Correspondance de Gustave Flaubert/Tome 6/1271

Louis Conard (Volume 6p. 351-354).

1271. À GEORGE SAND.
[Paris, entre le 20 et le 28 février 1872.]

Comme il y a longtemps que je ne vous ai pas écrit, chère maître ! J’ai tant de choses à vous dire que je ne sais par où commencer. Mais comme c’est bête de vivre ainsi séparés quand on s’aime !

Avez-vous dit à Paris un éternel adieu ? Ne vous y verrai-je plus ? Viendrez-vous cet été à Croisset entendre Saint Antoine ?

Moi je ne puis aller à Nohant, parce que mon temps, vu l’étroitesse de ma bourse, est calculé ; or, j’ai encore pour un bon mois de lectures et de recherches à Paris. Après quoi je m’en vais avec ma mère ; nous sommes en quête d’une dame de compagnie. Ce n’est pas facile à trouver. Donc vers Pâques je serai revenu à Croisset et je me remettrai à la copie. Je commence à avoir envie d’écrire.

Présentement je lis, le soir, le Critique de la raison pure, de Kant, traduit par Barni, et je repasse mon Spinoza. Dans la journée je m’amuse à feuilleter des belluaires[1] du moyen âge, à chercher dans les « auteurs » tout ce qu’il y a de plus baroque comme animaux. Je suis au milieu des monstres fantastiques.

Quand j’aurai à peu près épuisé la matière, j’irai au Muséum rêvasser devant les monstres réels, et puis les recherches pour le bon Saint Antoine seront finies.

Vous m’avez, dans votre avant-dernière lettre, témoigné des inquiétudes sur ma santé ; rassurez-vous. Jamais je n’ai été plus convaincu qu’elle était robuste. La vie que j’ai menée cet hiver était faite pour tuer trois rhinocéros, ce qui n’empêche pas que je me porte bien. Il faut que le fourreau soit solide, car la lame est bien aiguisée ; mais tout se convertit en tristesse. L’action, quelle qu’elle soit, me dégoûte de l’existence. J’ai mis à profit vos conseils, je me suis distrait. Mais ça m’amuse médiocrement. Décidément, il n’y a que la sacro-sainte littérature qui m’intéresse.
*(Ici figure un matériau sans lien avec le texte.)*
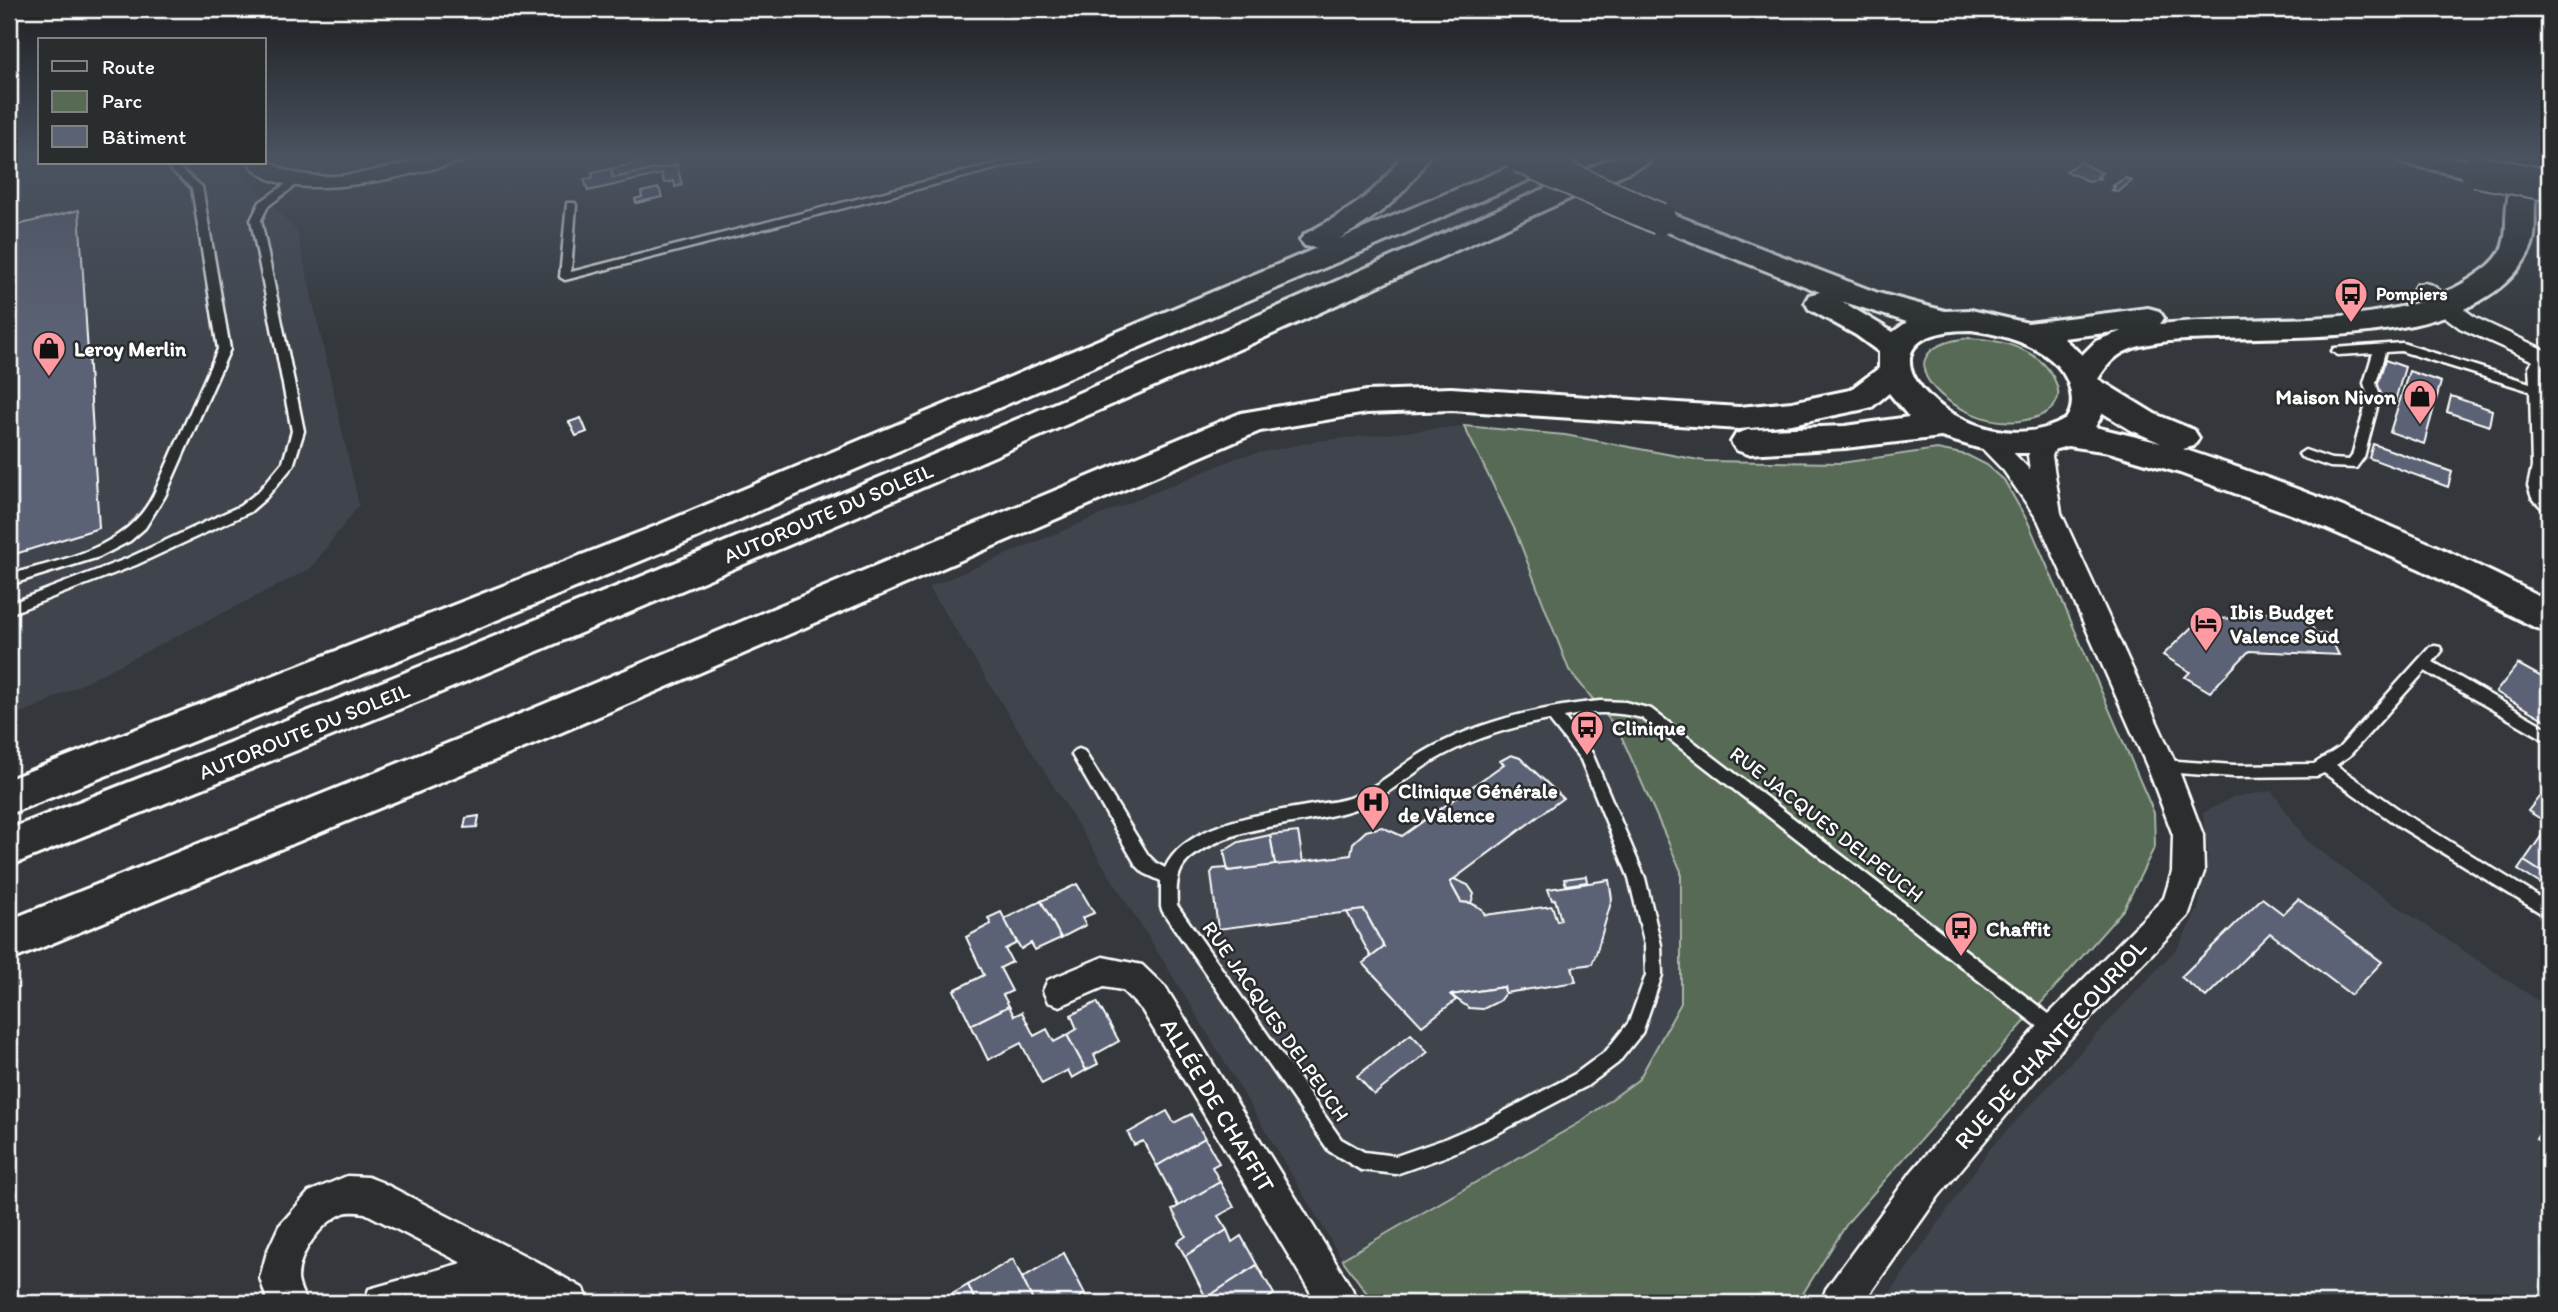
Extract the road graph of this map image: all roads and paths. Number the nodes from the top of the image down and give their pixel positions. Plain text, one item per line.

Ma préface aux Dernières Chansons a suscité chez Mme Colet une fureur pindarique. J’ai reçu d’elle une lettre anonyme, en vers, où elle me représente comme un charlatan qui bat de la grosse caisse sur la tombe de son ami, un pied-plat qui fait des turpitudes devant la critique, après avoir « adulé César » ! Triste exemple des passions, comme dirait Prud’homme !

À propos de César, je ne puis croire, quoi qu’on dise, à son retour prochain. Malgré mon pessimisme, nous n’en sommes pas là. Cependant, si on consultait le Dieu appelé suffrage universel, qui sait ?… Ah ! nous sommes bien bas, bien bas !

J’ai vu Ruy Blas pitoyablement joué, sauf par Sarah. Mélingue est un égoutier somnambule, et les autres sont aussi ennuyeux. Victor Hugo s’étant plaint amicalement de n’avoir pas reçu ma visite, j’ai cru devoir lui en faire une et je l’ai trouvé… charmant ! Je répète le mot, pas du tout grand homme, pas du tout pontife ! Cette découverte, qui m’a fort surpris, m’a fait grand bien. Car j’ai la bosse de la vénération et j’aime à aimer ce que j’admire. Cela est une allusion personnelle à vous, chère bon maître.

J’ai fait la connaissance de Mme Viardot, que je trouve une nature bien curieuse. C’est Tourgueneff qui m’a amené chez elle.

Embrassez très fort vos petites filles pour moi, et à vous mes meilleures, mes plus hautes tendresses.


  1. Erreur (de Flaubert ?) pour : bestiaire.